Metrics and Modelling
Society increasingly relies on computer networks as essential for individuals, businesses, and governments. Essential services are provided by distributed networked systems in the sectors of energy, finance, banking, education, health care, defense, transport, and communication. The consequences of disruption to either legacy or emerging networks are thus increasingly severe, and threaten the lives of individuals, the financial health of business and other organizations, as well as the economic stability and security of nations and the world. These disruptions could occur due to a number of different challenges including environmental (e.g. connectivity and delay issues), malicious (attacks against hardware, software), non-malicious (accidents, operational errors), large scale disasters (hurricanes, power failures), and lower level service failures.
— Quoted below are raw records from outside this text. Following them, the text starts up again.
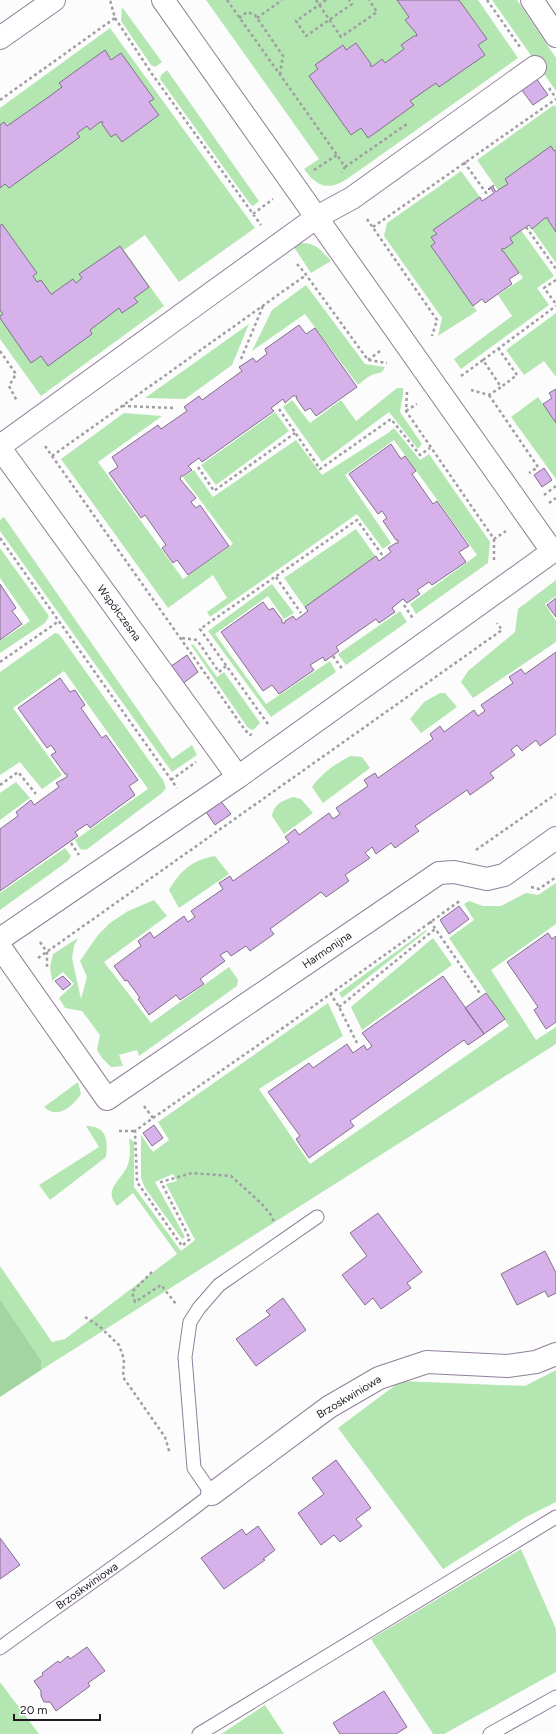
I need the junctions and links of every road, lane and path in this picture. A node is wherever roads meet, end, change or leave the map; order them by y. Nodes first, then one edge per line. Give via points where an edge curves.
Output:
1 (54, 0) edge
2 (110, 0) edge
3 (163, 0) edge
4 (227, 0) edge
5 (282, 0) edge
6 (316, 0) edge
7 (326, 0) edge
8 (349, 0) edge
9 (369, 0) edge
10 (532, 0) edge
11 (319, 5) junction
12 (115, 18) junction
13 (239, 18) junction
14 (257, 18) junction
15 (329, 20) junction
16 (556, 36) edge
17 (0, 38) edge
18 (535, 67) dead end
19 (280, 75) junction
20 (556, 99) edge
21 (0, 100) edge
22 (464, 162) junction
23 (489, 197) dead end
24 (352, 198) junction
25 (317, 217) junction
26 (373, 227) junction
27 (526, 227) dead end
28 (278, 245) junction
29 (556, 270) edge
30 (306, 276) junction
31 (556, 280) edge
32 (556, 305) edge
33 (263, 306) junction
34 (432, 340) dead end
35 (498, 348) junction
36 (0, 351) edge
37 (241, 359) dead end
38 (483, 360) junction
39 (389, 363) dead end
40 (459, 377) dead end
41 (502, 387) junction
42 (407, 389) dead end
43 (471, 390) dead end
44 (489, 395) junction
45 (122, 406) junction
46 (174, 408) dead end
47 (279, 409) dead end
48 (32, 424) junction
49 (296, 433) junction
50 (0, 447) edge
51 (430, 448) junction
52 (52, 456) junction
53 (198, 467) dead end
54 (526, 475) dead end
55 (556, 486) edge
56 (541, 496) dead end
57 (511, 528) dead end
58 (0, 538) edge
59 (494, 539) junction
60 (554, 550) edge
61 (383, 556) dead end
62 (499, 563) dead end
63 (276, 577) junction
64 (404, 605) dead end
65 (302, 613) dead end
66 (493, 618) dead end
67 (59, 621) junction
68 (416, 622) dead end
69 (181, 638) junction
70 (333, 656) dead end
71 (0, 662) edge
72 (226, 666) junction
73 (345, 672) dead end
74 (262, 729) dead end
75 (256, 733) dead end
76 (238, 777) junction
77 (0, 785) edge
78 (178, 789) dead end
79 (36, 794) dead end
80 (556, 838) edge
81 (70, 843) dead end
82 (81, 859) dead end
83 (556, 877) edge
84 (526, 886) dead end
85 (462, 899) dead end
86 (430, 921) junction
87 (435, 929) junction
88 (0, 939) edge
89 (0, 947) edge
90 (19, 973) junction
91 (330, 993) junction
92 (481, 995) dead end
93 (340, 1007) junction
94 (357, 1043) dead end
95 (130, 1084) junction
96 (153, 1118) junction
97 (119, 1131) dead end
98 (135, 1131) junction
99 (317, 1217) dead end
100 (281, 1242) junction
101 (152, 1272) dead end
102 (85, 1317) dead end
103 (190, 1322) junction
104 (556, 1354) edge
105 (172, 1460) dead end
106 (212, 1494) junction
107 (556, 1517) edge
108 (0, 1648) edge
109 (556, 1697) edge
110 (199, 1734) edge
111 (490, 1734) edge

1 - 17 street
2 - 12 path
3 - 25 street
4 - 13 path
5 - 14 path
6 - 11 path
7 - 11 path
8 - 15 path via 352,4
9 - 15 path via 378,12 341,37
10 - 16 street
11 - 15 path
11 - 15 path via 296,21 306,36
12 - 21 path
12 - 28 path via 152,74 265,231
13 - 14 path via 247,12
13 - 19 path
14 - 19 path via 283,56
18 - 24 street
19 - 24 path via 344,167 339,179
20 - 22 path
22 - 23 path
22 - 26 path
24 - 25 street
24 - 26 path
25 - 28 street
25 - 60 street
26 - 34 path via 437,320
27 - 29 path
28 - 30 path
28 - 48 street
30 - 33 path
30 - 39 path via 368,360
31 - 32 path via 544,288
32 - 35 path
33 - 37 path
33 - 45 path
35 - 38 path
35 - 41 path via 517,376
36 - 48 path via 16,374 8,386
38 - 40 path
38 - 41 path
41 - 44 path
42 - 51 path via 406,411
43 - 44 path
44 - 54 path via 538,467
45 - 46 path
45 - 52 path
47 - 49 path
48 - 50 street
48 - 52 path
49 - 51 path via 320,468 392,419 420,455
49 - 53 path via 214,491
50 - 76 street, Współczesna
51 - 59 path
52 - 69 path
55 - 56 path
57 - 59 path
58 - 67 path
59 - 62 path via 494,567
60 - 76 street
61 - 63 path via 357,520
63 - 65 path
63 - 72 path via 200,629
64 - 68 path
66 - 90 path via 502,630
67 - 71 path
67 - 78 path
69 - 72 path via 197,640 219,672
69 - 75 path via 245,730 250,735
70 - 73 path
72 - 74 path via 269,724
76 - 88 street
77 - 79 path via 18,772
80 - 95 street, Harmonijna via 504,875 487,879 454,872 439,873
81 - 82 path
83 - 84 path via 539,889
85 - 86 path
86 - 87 path
86 - 91 path
87 - 92 path
87 - 93 path
89 - 90 street
90 - 95 street, Harmonijna via 107,1099
91 - 93 path
91 - 96 path
93 - 94 path
95 - 96 path
96 - 98 path
97 - 98 path
98 - 100 path via 137,1182 182,1246 190,1239 161,1182 192,1173 231,1176 271,1214
99 - 100 lane
100 - 103 lane via 219,1285
101 - 103 path via 132,1292 135,1302 161,1285
102 - 105 path via 119,1345 124,1358 123,1377 165,1437
103 - 106 lane via 185,1357 194,1468
104 - 106 street, Brzoskwiniowa via 536,1362 507,1366 427,1362 379,1378 328,1406
106 - 108 lane, Brzoskwiniowa via 106,1574
107 - 110 lane
109 - 111 lane

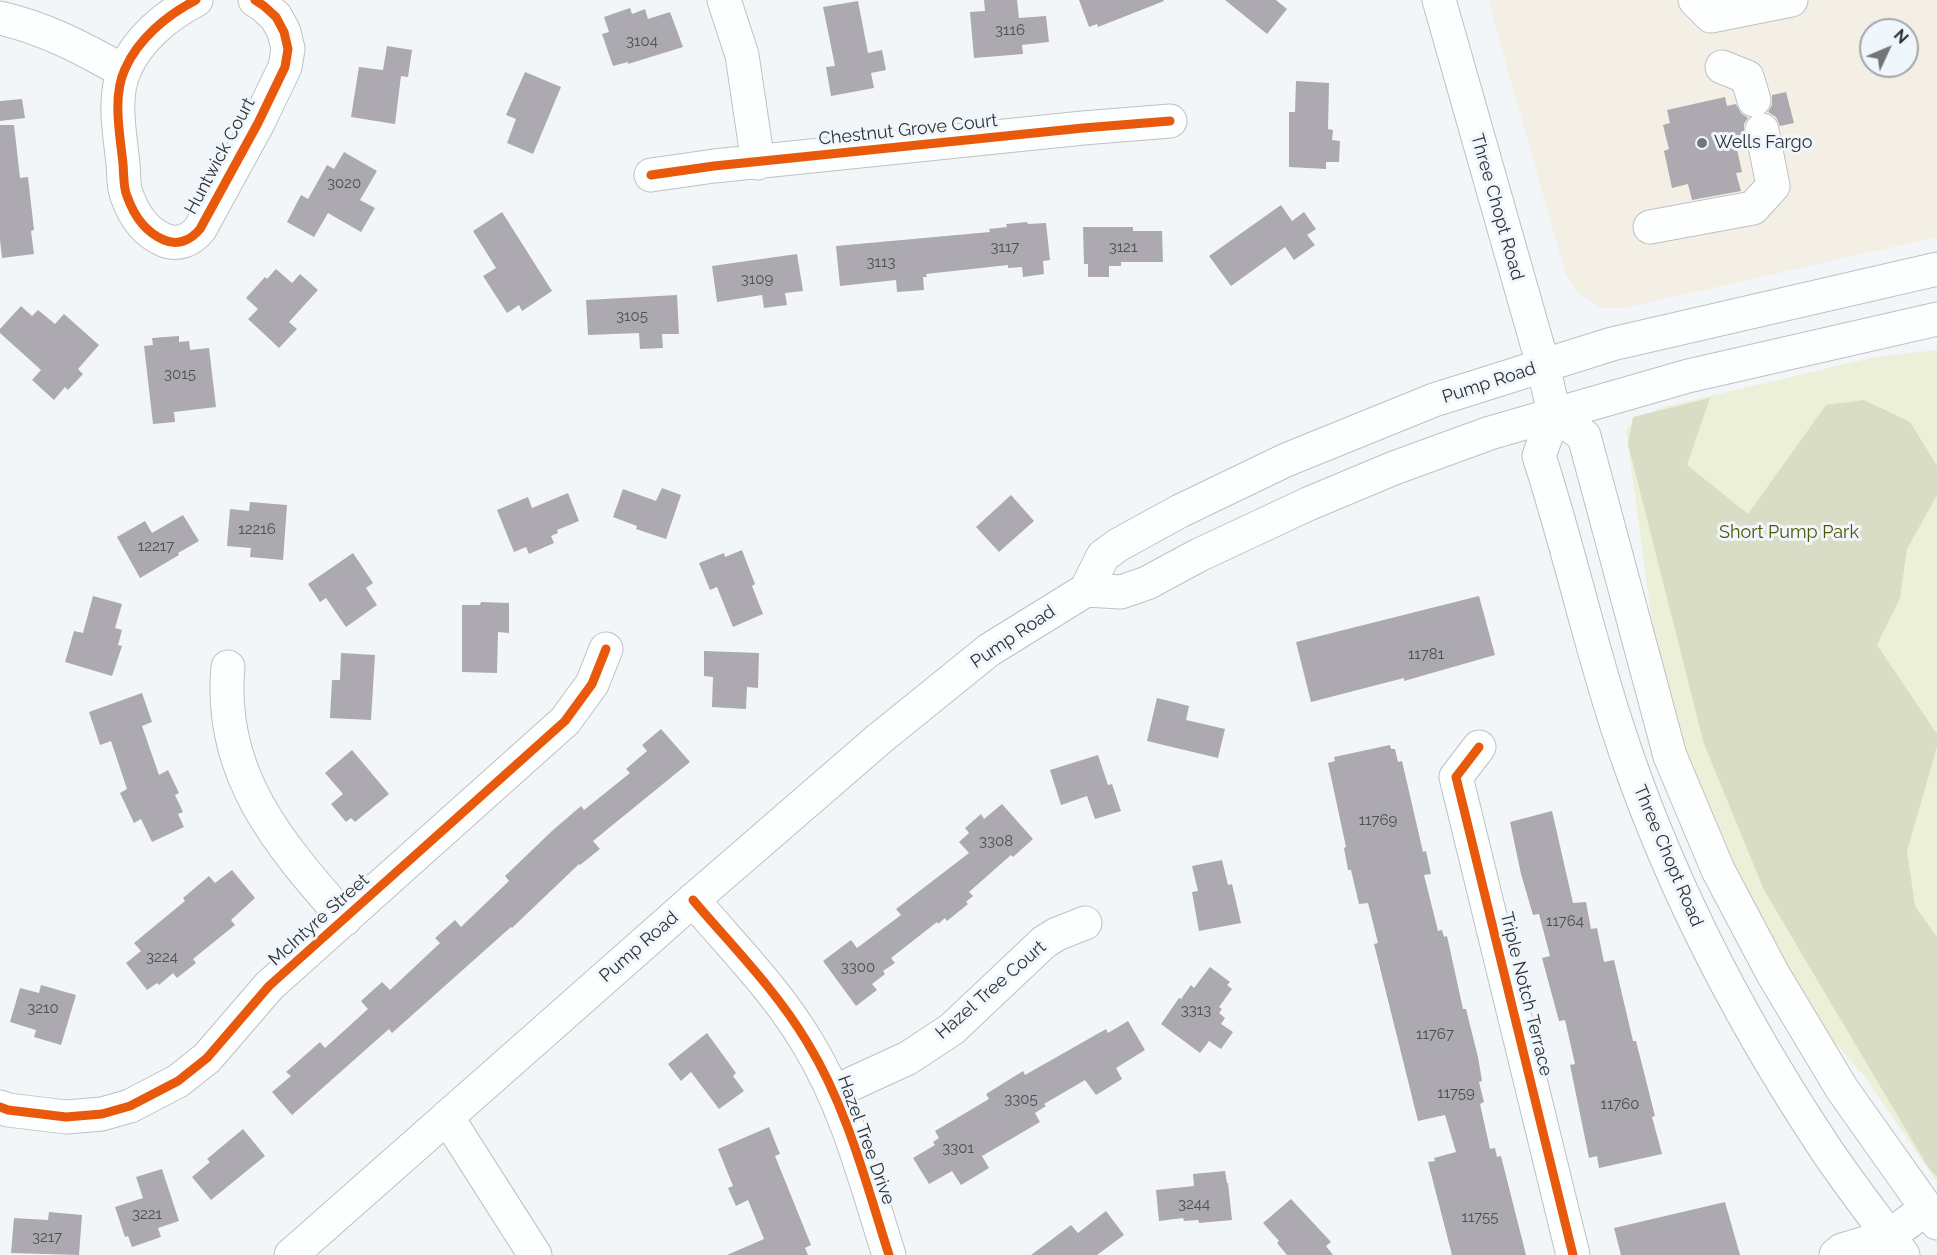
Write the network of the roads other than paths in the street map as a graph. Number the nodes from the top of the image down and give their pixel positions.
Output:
1 (196, 0) edge
2 (255, 0) edge
3 (724, 0) edge
4 (1439, 0) edge
5 (1695, 0) edge
6 (1791, 0) edge
7 (0, 18) edge
8 (1722, 67) dead end
9 (123, 71) junction
10 (1170, 121) dead end
11 (758, 163) junction
12 (651, 176) dead end
13 (1650, 226) dead end
14 (1937, 269) edge
15 (1937, 319) edge
16 (1543, 365) junction
17 (1554, 414) junction
18 (1086, 590) junction
19 (606, 649) dead end
20 (228, 667) dead end
21 (1479, 747) dead end
22 (693, 900) junction
23 (345, 920) junction
24 (1085, 923) dead end
25 (834, 1092) junction
26 (0, 1107) edge
27 (447, 1117) junction
28 (1931, 1216) edge
29 (1890, 1249) edge
30 (291, 1255) edge
31 (535, 1255) edge
32 (889, 1255) edge
33 (1573, 1255) edge
34 (1836, 1255) edge

1 - 9 main road, Huntwick Court
2 - 9 main road, Huntwick Court
3 - 11 main road
4 - 16 main road, Three Chopt Road
5 - 6 main road
7 - 9 main road
8 - 13 main road
10 - 11 main road, Chestnut Grove Court
11 - 12 main road, Chestnut Grove Court
14 - 16 main road, Pump Road
15 - 17 main road
16 - 17 main road, Three Chopt Road
16 - 18 main road, Pump Road
17 - 18 main road
17 - 28 main road
17 - 29 main road, Three Chopt Road
18 - 22 main road, Pump Road
19 - 23 main road, McIntyre Street
20 - 23 main road
21 - 33 main road, Triple Notch Terrace
22 - 25 main road, Hazel Tree Drive
22 - 27 main road, Pump Road
23 - 26 main road, McIntyre Street
24 - 25 main road, Hazel Tree Court
25 - 32 main road, Hazel Tree Drive
27 - 30 main road, Pump Road
27 - 31 main road
28 - 29 main road
29 - 34 main road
In order to study the impact of the above mentioned challenges on various systems, several disciplines have evolved over time. These include fault tolerance, survivability, disruption tolerance, and traffic tolerance. In order to differentiate networks and services in terms of their ability to meet the objectives of the above mentioned disciplines, there is a need for some sort of goodness measure. There have been several such measures proposed in the literature and many of these are often applied in industry as well. Depending upon the context of service being offered, these measures characterize and quantify different aspects of a system. Some of the well-known measures include reliability, availability, dependability, and performability. We use the term Resilience to include all these measures and define it as the ability of the network to provide and maintain an acceptable level of service in the face of various faults and challenges to normal operation.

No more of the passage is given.